━━━ Provided data ━━━

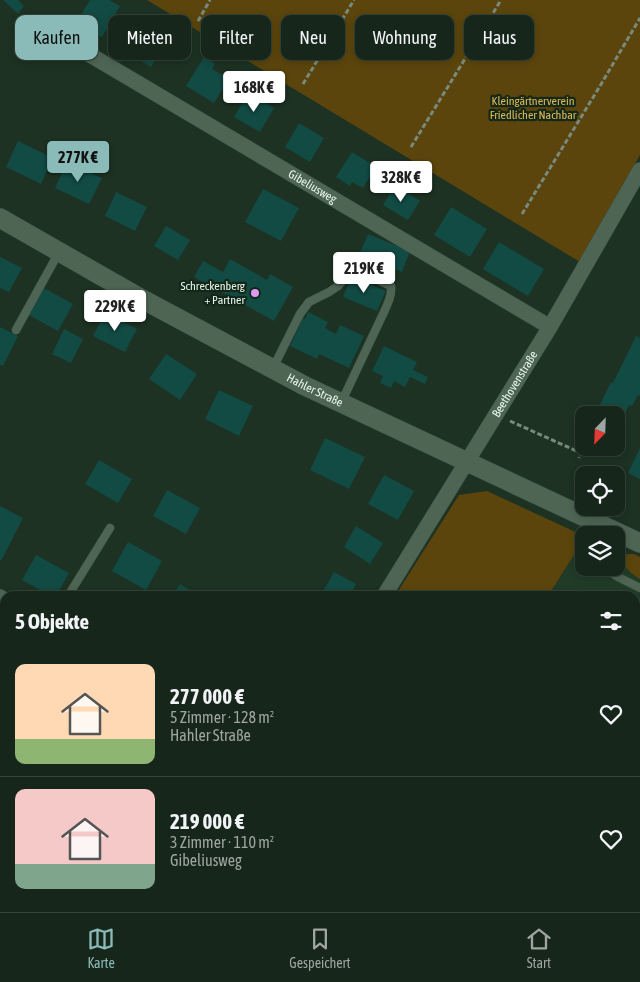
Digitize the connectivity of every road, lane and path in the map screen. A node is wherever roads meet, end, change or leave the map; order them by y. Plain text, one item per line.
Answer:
1 (210, 0) edge
2 (354, 0) edge
3 (501, 0) edge
4 (640, 18) edge
5 (198, 21) dead end
6 (98, 60) edge
7 (303, 84) dead end
8 (411, 147) dead end
9 (640, 170) edge
10 (522, 214) dead end
11 (0, 218) edge
12 (59, 252) junction
13 (550, 328) junction
14 (16, 330) dead end
15 (273, 369) junction
16 (341, 403) junction
17 (496, 414) junction
18 (579, 458) dead end
19 (467, 462) junction
20 (594, 526) edge
21 (110, 528) dead end
22 (625, 538) edge
23 (640, 543) edge
24 (616, 576) edge
25 (640, 588) edge
26 (71, 591) edge
27 (387, 591) edge

1 - 5 path
2 - 7 path
3 - 8 path
4 - 10 path
6 - 13 street, Gibeliusweg
9 - 13 street, Beethovenstraße
11 - 12 street, Hahler Straße
12 - 14 lane
12 - 15 street, Hahler Straße
13 - 17 street, Beethovenstraße
15 - 16 street, Hahler Straße
15 - 16 lane
16 - 19 street, Hahler Straße
17 - 18 path
17 - 19 street, Beethovenstraße
19 - 20 street, Hahler Straße
19 - 27 street, Beethovenstraße
21 - 26 lane
22 - 23 street, Hahler Straße
24 - 25 lane

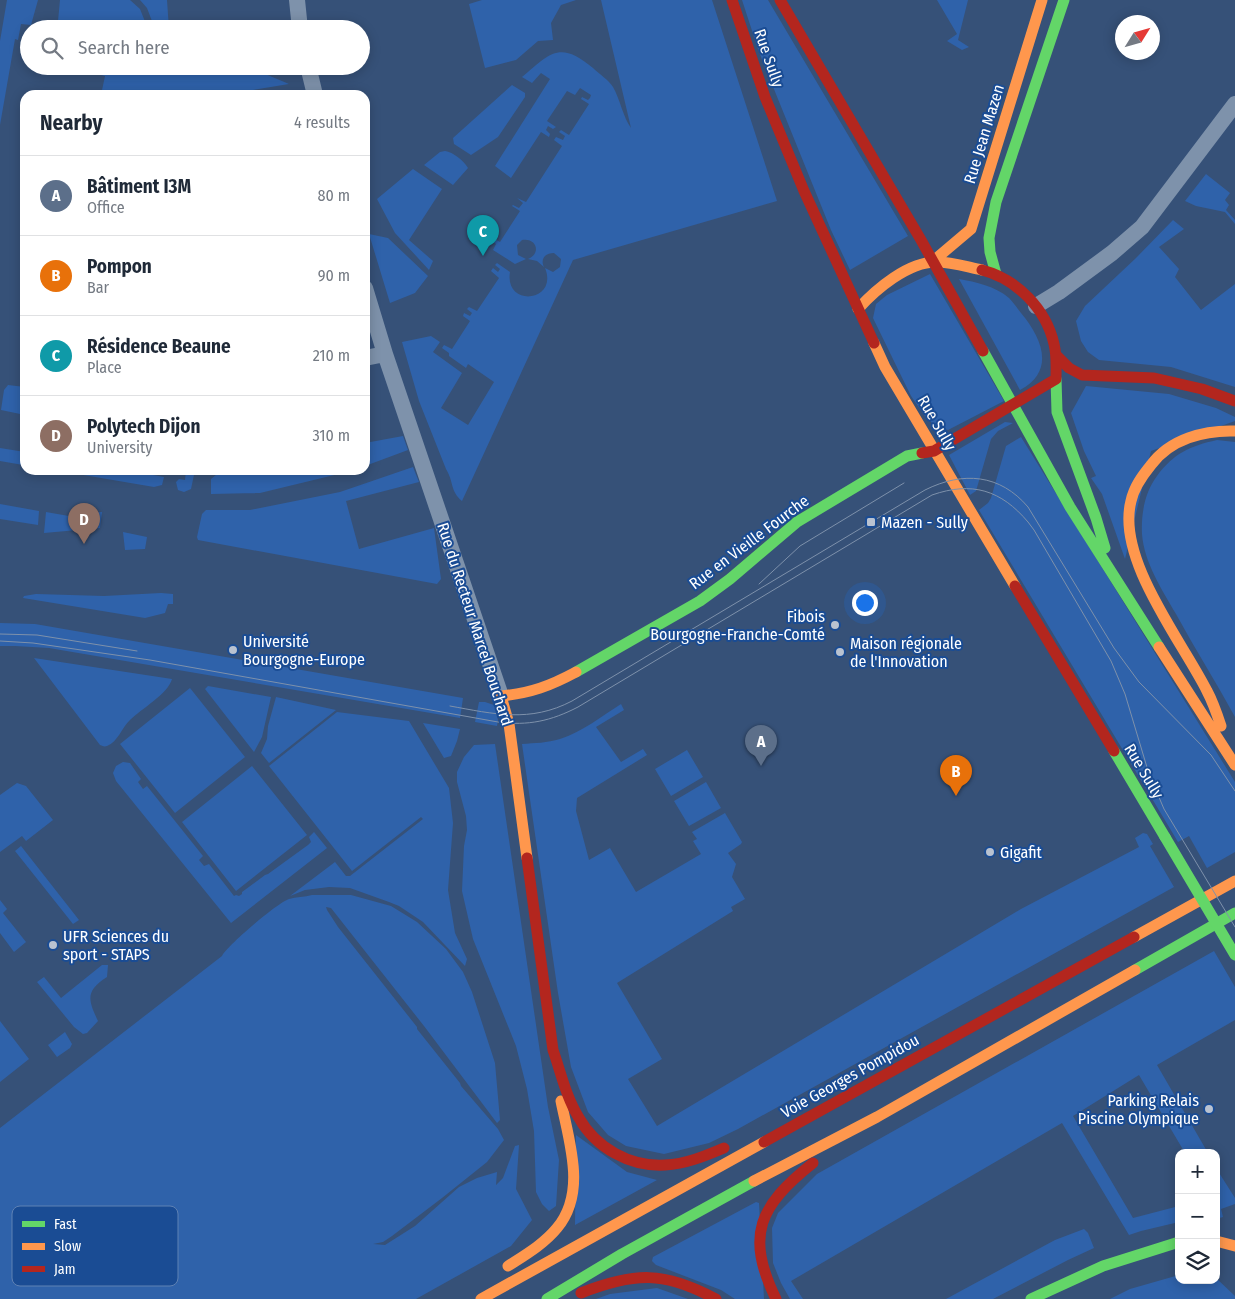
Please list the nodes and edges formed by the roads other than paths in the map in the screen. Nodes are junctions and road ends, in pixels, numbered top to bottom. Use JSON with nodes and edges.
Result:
{"nodes":[{"id":1,"x":297,"y":0,"type":"edge"},
{"id":2,"x":732,"y":0,"type":"edge"},
{"id":3,"x":780,"y":0,"type":"edge"},
{"id":4,"x":1042,"y":0,"type":"edge"},
{"id":5,"x":1062,"y":2,"type":"edge"},
{"id":6,"x":299,"y":20,"type":"edge"},
{"id":7,"x":310,"y":75,"type":"edge"},
{"id":8,"x":314,"y":90,"type":"edge"},
{"id":9,"x":1235,"y":104,"type":"edge"},
{"id":10,"x":932,"y":262,"type":"junction"},
{"id":11,"x":996,"y":274,"type":"junction"},
{"id":12,"x":370,"y":304,"type":"edge"},
{"id":13,"x":1036,"y":306,"type":"junction"},
{"id":14,"x":858,"y":309,"type":"junction"},
{"id":15,"x":385,"y":354,"type":"junction"},
{"id":16,"x":1056,"y":355,"type":"junction"},
{"id":17,"x":370,"y":357,"type":"edge"},
{"id":18,"x":1056,"y":379,"type":"junction"},
{"id":19,"x":1235,"y":401,"type":"edge"},
{"id":20,"x":1013,"y":405,"type":"junction"},
{"id":21,"x":1235,"y":431,"type":"edge"},
{"id":22,"x":934,"y":451,"type":"junction"},
{"id":23,"x":1112,"y":573,"type":"junction"},
{"id":24,"x":501,"y":696,"type":"junction"},
{"id":25,"x":1235,"y":765,"type":"edge"},
{"id":26,"x":1235,"y":881,"type":"edge"},
{"id":27,"x":1235,"y":913,"type":"edge"},
{"id":28,"x":1235,"y":955,"type":"edge"},
{"id":29,"x":553,"y":1050,"type":"junction"},
{"id":30,"x":877,"y":1117,"type":"junction"},
{"id":31,"x":790,"y":1128,"type":"junction"},
{"id":32,"x":752,"y":1136,"type":"dead end"},
{"id":33,"x":735,"y":1143,"type":"dead end"},
{"id":34,"x":1220,"y":1242,"type":"edge"},
{"id":35,"x":1175,"y":1243,"type":"edge"},
{"id":36,"x":1235,"y":1246,"type":"edge"},
{"id":37,"x":499,"y":1272,"type":"dead end"},
{"id":38,"x":481,"y":1293,"type":"edge"},
{"id":39,"x":472,"y":1299,"type":"edge"},
{"id":40,"x":547,"y":1299,"type":"edge"},
{"id":41,"x":566,"y":1299,"type":"edge"},
{"id":42,"x":716,"y":1299,"type":"edge"},
{"id":43,"x":776,"y":1299,"type":"edge"},
{"id":44,"x":1031,"y":1299,"type":"edge"}],
"edges":[{"from":1,"to":6,"type":"street"},
{"from":2,"to":14,"type":"main road","name":"Rue Sully"},
{"from":3,"to":10,"type":"main road","name":"Rue Sully"},
{"from":4,"to":10,"type":"main road","name":"Rue Jean Mazen"},
{"from":5,"to":11,"type":"main road","name":"Rue Jean Mazen"},
{"from":7,"to":8,"type":"street"},
{"from":9,"to":13,"type":"street"},
{"from":10,"to":11,"type":"main road"},
{"from":10,"to":14,"type":"main road"},
{"from":10,"to":20,"type":"main road","name":"Rue Sully"},
{"from":11,"to":13,"type":"main road"},
{"from":12,"to":15,"type":"street","name":"Rue du Recteur Marcel Bouchard"},
{"from":13,"to":16,"type":"main road"},
{"from":14,"to":22,"type":"main road","name":"Rue Sully"},
{"from":15,"to":17,"type":"street"},
{"from":15,"to":24,"type":"street","name":"Rue du Recteur Marcel Bouchard"},
{"from":16,"to":18,"type":"main road"},
{"from":16,"to":19,"type":"main road"},
{"from":18,"to":20,"type":"main road"},
{"from":18,"to":23,"type":"main road"},
{"from":20,"to":22,"type":"main road"},
{"from":20,"to":23,"type":"main road","name":"Rue Sully"},
{"from":21,"to":25,"type":"main road"},
{"from":22,"to":24,"type":"main road","name":"Rue en Vieille Fourche"},
{"from":22,"to":28,"type":"main road","name":"Rue Sully","bridge":true},
{"from":23,"to":25,"type":"main road","name":"Rue Sully"},
{"from":24,"to":29,"type":"main road","name":"Rue du Recteur Marcel Bouchard"},
{"from":26,"to":31,"type":"main road","name":"Voie Georges Pompidou"},
{"from":27,"to":30,"type":"main road"},
{"from":29,"to":33,"type":"main road"},
{"from":29,"to":37,"type":"main road"},
{"from":30,"to":40,"type":"main road"},
{"from":30,"to":43,"type":"main road"},
{"from":31,"to":32,"type":"main road"},
{"from":31,"to":38,"type":"main road","name":"Voie Georges Pompidou"},
{"from":34,"to":36,"type":"main road"},
{"from":35,"to":44,"type":"main road"},
{"from":38,"to":39,"type":"main road"},
{"from":41,"to":42,"type":"main road"}]}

━━━

* [Instructions for the task]
Your answer should reproduce each line of the listing that holds the word "Hahler".

* [Result of this task]
11 - 12 street, Hahler Straße
12 - 15 street, Hahler Straße
15 - 16 street, Hahler Straße
16 - 19 street, Hahler Straße
19 - 20 street, Hahler Straße
22 - 23 street, Hahler Straße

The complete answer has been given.